Bronchial strictures leading to airway stenosis and compromise are sequelae of bronchial dehiscence and/or ischemia, but usually do not develop until several weeks following the transplant procedure. Strictures typically arise in the mainstem bronchus at or just distal to the anastomosis. Ischemic injury to the bronchi may also lead to bronchomalacia, which is characterized by weakened cartilage that is prone to (expiratory) dynamic collapse. Permanent stenting is the preferred approach to this problem. More commonly patients develop inspissation of secretions in the bronchi that cannot be cleared. This may manifest as areas of airspace disease on chest x-ray, atelectasis, or a worsening in oxygenation. In this setting, bronchoscopy is valuable to both establish the cause and clear the retained secretions.

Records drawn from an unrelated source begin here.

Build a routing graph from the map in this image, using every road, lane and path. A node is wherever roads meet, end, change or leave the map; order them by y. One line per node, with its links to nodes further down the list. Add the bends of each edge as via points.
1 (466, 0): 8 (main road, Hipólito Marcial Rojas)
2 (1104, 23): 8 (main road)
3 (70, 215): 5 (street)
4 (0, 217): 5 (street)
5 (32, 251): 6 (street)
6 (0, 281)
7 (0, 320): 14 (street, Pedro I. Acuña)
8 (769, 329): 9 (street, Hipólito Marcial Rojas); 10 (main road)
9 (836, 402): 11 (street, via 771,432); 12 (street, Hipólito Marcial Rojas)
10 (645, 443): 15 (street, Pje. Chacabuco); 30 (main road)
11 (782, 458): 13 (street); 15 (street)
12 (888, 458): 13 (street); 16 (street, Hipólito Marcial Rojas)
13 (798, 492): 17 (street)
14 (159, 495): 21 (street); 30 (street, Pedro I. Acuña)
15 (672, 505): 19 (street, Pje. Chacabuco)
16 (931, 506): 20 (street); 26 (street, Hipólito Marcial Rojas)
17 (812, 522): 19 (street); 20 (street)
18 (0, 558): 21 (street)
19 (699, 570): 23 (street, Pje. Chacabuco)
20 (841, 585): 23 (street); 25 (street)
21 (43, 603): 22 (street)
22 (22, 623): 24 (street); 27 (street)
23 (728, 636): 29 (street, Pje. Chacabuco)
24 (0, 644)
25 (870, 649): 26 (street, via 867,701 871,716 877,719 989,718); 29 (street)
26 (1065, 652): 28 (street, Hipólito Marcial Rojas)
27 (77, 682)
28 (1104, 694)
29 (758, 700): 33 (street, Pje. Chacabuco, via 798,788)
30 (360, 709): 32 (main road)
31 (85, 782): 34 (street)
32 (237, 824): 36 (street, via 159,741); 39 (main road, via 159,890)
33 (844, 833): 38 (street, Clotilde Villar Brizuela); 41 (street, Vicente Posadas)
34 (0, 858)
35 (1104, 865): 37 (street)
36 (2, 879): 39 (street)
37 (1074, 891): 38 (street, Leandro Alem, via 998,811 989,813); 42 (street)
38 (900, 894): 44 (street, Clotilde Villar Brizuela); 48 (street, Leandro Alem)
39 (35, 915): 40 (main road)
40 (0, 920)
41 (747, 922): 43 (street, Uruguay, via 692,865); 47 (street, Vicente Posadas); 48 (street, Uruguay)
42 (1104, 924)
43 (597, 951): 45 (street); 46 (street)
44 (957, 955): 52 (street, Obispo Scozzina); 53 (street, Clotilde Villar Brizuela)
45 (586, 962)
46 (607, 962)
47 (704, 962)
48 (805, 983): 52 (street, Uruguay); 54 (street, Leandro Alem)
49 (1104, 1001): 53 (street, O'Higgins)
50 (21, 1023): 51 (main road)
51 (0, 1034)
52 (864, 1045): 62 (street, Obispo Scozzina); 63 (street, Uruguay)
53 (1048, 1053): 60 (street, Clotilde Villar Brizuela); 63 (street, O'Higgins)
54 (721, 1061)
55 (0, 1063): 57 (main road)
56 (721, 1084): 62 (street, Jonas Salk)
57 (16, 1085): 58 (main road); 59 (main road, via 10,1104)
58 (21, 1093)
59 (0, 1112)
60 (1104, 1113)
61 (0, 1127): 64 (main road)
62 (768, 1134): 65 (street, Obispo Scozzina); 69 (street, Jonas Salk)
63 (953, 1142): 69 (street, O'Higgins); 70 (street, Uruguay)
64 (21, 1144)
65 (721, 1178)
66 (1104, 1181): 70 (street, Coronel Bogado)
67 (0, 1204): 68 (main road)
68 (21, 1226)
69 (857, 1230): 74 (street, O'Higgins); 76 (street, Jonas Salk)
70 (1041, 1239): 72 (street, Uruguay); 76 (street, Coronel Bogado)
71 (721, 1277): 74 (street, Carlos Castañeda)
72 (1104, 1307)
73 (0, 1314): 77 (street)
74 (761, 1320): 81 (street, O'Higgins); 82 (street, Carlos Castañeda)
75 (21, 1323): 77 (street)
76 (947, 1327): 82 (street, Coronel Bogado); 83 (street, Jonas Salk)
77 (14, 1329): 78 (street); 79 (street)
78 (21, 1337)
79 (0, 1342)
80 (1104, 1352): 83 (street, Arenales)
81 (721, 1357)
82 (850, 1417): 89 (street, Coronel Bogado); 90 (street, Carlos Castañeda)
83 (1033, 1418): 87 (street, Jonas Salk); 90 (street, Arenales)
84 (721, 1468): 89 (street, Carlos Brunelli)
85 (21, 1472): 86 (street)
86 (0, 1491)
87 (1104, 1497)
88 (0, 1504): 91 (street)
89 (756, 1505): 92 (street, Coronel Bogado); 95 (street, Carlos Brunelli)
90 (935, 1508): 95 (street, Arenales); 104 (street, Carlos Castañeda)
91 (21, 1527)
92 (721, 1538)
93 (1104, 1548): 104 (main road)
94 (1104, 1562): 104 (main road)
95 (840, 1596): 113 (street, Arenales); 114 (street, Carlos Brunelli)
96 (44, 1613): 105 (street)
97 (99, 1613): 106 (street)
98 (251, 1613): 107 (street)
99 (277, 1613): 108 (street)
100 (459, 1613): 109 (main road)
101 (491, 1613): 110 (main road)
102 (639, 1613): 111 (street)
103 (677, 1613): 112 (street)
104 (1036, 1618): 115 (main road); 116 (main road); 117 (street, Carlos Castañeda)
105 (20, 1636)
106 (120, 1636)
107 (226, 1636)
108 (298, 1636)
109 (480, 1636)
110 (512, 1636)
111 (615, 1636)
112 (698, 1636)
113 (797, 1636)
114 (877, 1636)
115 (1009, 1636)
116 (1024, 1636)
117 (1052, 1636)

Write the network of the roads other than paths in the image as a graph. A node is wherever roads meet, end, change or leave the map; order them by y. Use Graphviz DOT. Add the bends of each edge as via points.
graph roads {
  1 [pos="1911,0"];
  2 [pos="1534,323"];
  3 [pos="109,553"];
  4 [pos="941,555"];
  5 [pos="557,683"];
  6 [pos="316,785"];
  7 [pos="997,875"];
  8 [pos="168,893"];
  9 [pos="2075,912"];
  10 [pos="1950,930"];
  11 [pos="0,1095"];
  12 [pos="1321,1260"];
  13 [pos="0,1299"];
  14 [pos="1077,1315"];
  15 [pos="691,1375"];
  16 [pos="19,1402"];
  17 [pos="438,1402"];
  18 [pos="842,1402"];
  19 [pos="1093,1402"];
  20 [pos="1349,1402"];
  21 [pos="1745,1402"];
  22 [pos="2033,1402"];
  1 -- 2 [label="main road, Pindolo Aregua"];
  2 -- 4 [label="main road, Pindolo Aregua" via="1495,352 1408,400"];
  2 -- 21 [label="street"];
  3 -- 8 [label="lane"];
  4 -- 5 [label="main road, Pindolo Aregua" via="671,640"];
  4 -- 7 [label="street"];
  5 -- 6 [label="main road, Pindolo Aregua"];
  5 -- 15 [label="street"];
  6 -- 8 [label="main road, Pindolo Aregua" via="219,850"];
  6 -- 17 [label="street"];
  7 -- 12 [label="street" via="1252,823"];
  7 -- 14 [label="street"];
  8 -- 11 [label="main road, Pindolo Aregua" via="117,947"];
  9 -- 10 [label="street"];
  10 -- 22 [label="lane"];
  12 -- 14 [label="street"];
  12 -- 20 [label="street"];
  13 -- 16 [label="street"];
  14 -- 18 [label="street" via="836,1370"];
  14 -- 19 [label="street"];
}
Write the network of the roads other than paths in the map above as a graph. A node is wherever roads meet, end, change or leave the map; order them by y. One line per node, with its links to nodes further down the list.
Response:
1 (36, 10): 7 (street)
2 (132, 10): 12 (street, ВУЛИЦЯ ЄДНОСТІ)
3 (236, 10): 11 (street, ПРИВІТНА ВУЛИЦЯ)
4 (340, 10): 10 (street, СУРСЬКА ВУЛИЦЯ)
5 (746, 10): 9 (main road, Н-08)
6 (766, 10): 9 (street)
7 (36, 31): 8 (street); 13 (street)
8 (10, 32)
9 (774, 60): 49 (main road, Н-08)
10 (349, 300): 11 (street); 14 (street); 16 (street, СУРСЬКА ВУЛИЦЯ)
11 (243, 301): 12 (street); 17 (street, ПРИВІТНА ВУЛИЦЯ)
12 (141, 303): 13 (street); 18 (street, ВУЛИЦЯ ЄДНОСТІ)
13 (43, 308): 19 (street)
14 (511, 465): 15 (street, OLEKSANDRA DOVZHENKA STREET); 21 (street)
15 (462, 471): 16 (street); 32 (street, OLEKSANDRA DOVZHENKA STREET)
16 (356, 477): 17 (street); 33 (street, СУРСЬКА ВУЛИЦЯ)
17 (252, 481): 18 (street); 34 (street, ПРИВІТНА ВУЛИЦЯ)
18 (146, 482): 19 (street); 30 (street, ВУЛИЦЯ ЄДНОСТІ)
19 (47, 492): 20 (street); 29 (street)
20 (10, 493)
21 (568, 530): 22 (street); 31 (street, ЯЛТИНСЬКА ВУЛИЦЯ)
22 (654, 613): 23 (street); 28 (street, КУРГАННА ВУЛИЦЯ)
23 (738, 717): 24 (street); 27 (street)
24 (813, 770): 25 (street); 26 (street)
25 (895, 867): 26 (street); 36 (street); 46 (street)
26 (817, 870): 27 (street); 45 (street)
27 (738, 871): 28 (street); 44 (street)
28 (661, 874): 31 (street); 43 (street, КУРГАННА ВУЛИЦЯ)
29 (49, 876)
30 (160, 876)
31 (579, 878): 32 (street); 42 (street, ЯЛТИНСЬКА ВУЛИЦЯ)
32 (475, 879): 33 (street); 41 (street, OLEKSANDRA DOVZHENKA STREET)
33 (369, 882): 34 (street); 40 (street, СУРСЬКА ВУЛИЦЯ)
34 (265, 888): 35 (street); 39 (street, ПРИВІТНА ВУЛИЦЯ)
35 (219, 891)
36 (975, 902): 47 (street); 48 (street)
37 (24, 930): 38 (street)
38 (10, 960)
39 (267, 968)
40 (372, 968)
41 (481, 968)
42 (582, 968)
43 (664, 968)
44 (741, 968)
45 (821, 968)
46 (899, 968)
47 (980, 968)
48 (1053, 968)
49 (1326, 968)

Extracorporeal Membrane Oxygenation
Extracorporeal membrane oxygenation (ECMO) has been used with success to support patients with severe graft dysfunction resulting from ischemia-reperfusion injury. This therapy has generally been used only once conventional strategies to improve oxygenation have failed. Mechanical support is employed in some centers to treat patients with moderate to severe IR injury. ECMO employs a membrane with a large surface area through which oxygen and carbon dioxide may passively diffuse to equalize their respective concentration gradients in the patient's blood. This exploits the notion that resting the lung will allow time for the graft to overcome the initial IR insult. At present a systematic evaluation of this treatment is lacking and experience is restricted to case series and registry databases.137
Acute rejection may occur while the transplant recipient is being cared for in the ICU, and generally occurs within the first 100 days. The signs are nonspecific, and thus it is important to differentiate the bilateral airspace infiltrates that characterize this complication from those caused by infections. Other features are also unreliable discriminators, and include low-grade fever, impaired oxygenation, and leukocytosis. Findings on chest radiography other than alveolar infiltrates include nodular or interstitial opacities and pleural effusions; after the first month acute rejection is often undetectable radiologically.138 Routine bronchoscopy has become widely accepted as a means of differentiating infection from rejection. Bronchoalveolar lavage or protected-specimen brushing of the airways can exclude any important infection, whereas transbronchial lung biopsy (with at least five pieces of alveolated parenchyma, each containing bronchioles and more than 100 air sacs) can confirm rejection. Treatment of acute rejection entails the use of high-dose parenteral steroids (i.e., methylprednisolone 10 to 15 mg/kg daily), which usually provide a good response, though biopsy-proven rejection may persist in up to one third of patients.61
A detailed discussion of the problem of chronic rejection is beyond the scope of this chapter. However, intensivists may encounter these individuals who develop chronic airflow limitation (usually more than 6 months following the transplant) that is characterized histologically as bronchiolitis obliterans. Although aggressive immunosuppression is often employed, the prognosis for posttransplant bronchiolitis is still poor, with 2-year mortality rates approaching 40%.139,140 The definitive treatment remains retransplantation.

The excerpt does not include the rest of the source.